Trump’s charlatanry, which is inherently invidious, has promulgated the scapegoating of reformative immigration laws and efforts, as calculus towards Muslims, and Mexicans specifically, by way of fear and loathing (terrorism and job stealing) in exchange for ascertainable electoral votes. The inveiglement has inspired nationalistic sentiment into the hearts and minds of those who underestimate the complexities of an increasingly interconnected and interdependent world. Trump’s unwitting support are essentially his narcissistic supply whom have deemed him as the answer to what they have overly simplified as government dysfunction and overreach, heightened by Barack Obama’s presidency, no doubt. A presidency that Trump has once previously sought to delegitimize with birtherism.
Whenever I hear people saying that our problems would be solved without government, I always want to tell them you need to go to some other countries where there really is no government, where the roads are never repaired, where nobody has facilitated electricity going everywhere even where it’s not economical, where — the postal system doesn’t work, or kids don’t have access to basic primary education. That’s the logical conclusion if, in fact, you think that government is the enemy.
Clearly, leadership on the magnitude of president of the United States — a leader of the free world, or more emphatically, being the most powerful man on earth has narcissistic value and with that comes its burdens of humility. Most of that burden also comes with a perceivable and accountable trust ingrained into holding such high office. This translates into an apolitical trust in the President-elects’s sound judgement. Trump’s judgment, insofar, on prevailing issues surrounding national security, economic policy and immigration is sufficiently lacking, and observingly, should unequivocally be a principal concern for us all. The judgement we see thus far is a manifestation of Trump’s overcompensating for legitimacy on winning the electoral college for president of the United States, of which should be a bygone conclusion, yet it still resonates with him albeit, in a very mean spirited and petty way, which tends to obfuscate real issues of concern.

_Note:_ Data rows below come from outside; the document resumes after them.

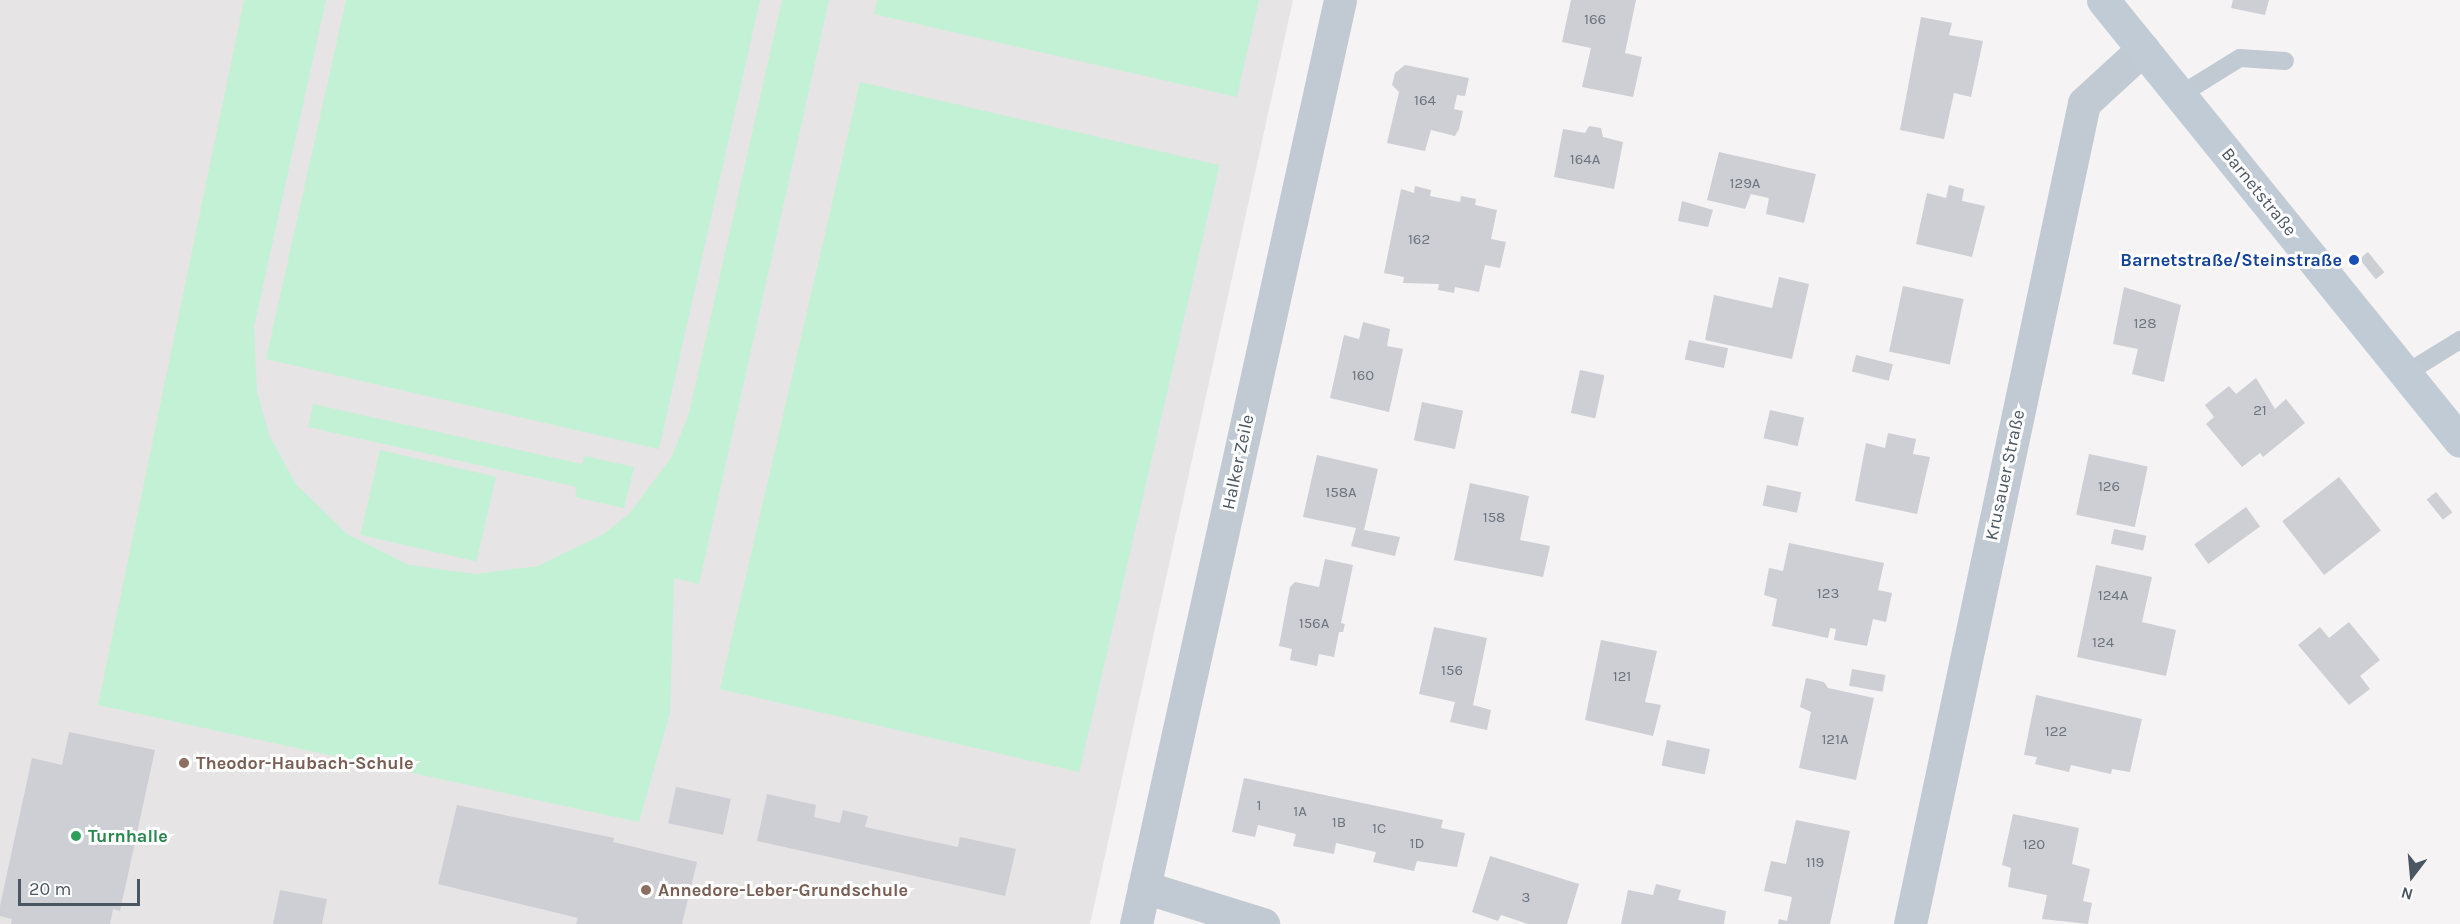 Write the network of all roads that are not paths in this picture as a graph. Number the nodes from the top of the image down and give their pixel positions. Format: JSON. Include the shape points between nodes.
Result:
{"nodes":[{"id":1,"x":1340,"y":0,"type":"edge"},
{"id":2,"x":2103,"y":0,"type":"edge"},
{"id":3,"x":2143,"y":50,"type":"junction"},
{"id":4,"x":2285,"y":61,"type":"dead end"},
{"id":5,"x":2180,"y":95,"type":"junction"},
{"id":6,"x":2460,"y":340,"type":"edge"},
{"id":7,"x":2405,"y":374,"type":"junction"},
{"id":8,"x":2460,"y":441,"type":"edge"},
{"id":9,"x":1144,"y":887,"type":"junction"},
{"id":10,"x":1136,"y":924,"type":"edge"},
{"id":11,"x":1263,"y":924,"type":"edge"},
{"id":12,"x":1910,"y":924,"type":"edge"}],
"edges":[{"from":1,"to":9,"type":"street","name":"Halker Zeile"},
{"from":2,"to":3,"type":"street","name":"Barnetstraße"},
{"from":3,"to":5,"type":"street","name":"Barnetstraße"},
{"from":3,"to":12,"type":"street","name":"Krusauer Straße","via":[[2084,103]]},
{"from":4,"to":5,"type":"lane","via":[[2240,57]]},
{"from":5,"to":7,"type":"street","name":"Barnetstraße"},
{"from":6,"to":7,"type":"lane"},
{"from":7,"to":8,"type":"street","name":"Barnetstraße"},
{"from":9,"to":10,"type":"street","name":"Halker Zeile"},
{"from":9,"to":11,"type":"street"}]}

This gratuitous benefit of the doubt being bestowed unto Trump as being worthy and fit to preside and succeed the oath of office with the propriety and aptitude that President Barack Obama will leave behind is remarkable. The incoherency of it not only seems analogous to the fanatical comeuppance in Hitler and Mussolini, it more importantly, also drives the accompanying resistance that eventually ended those campaigns. I have yet to see evidence of this sort of introspection in Trump as he is merely within days of becoming the Commander-in-chief of the world’s leading democratic and economic power.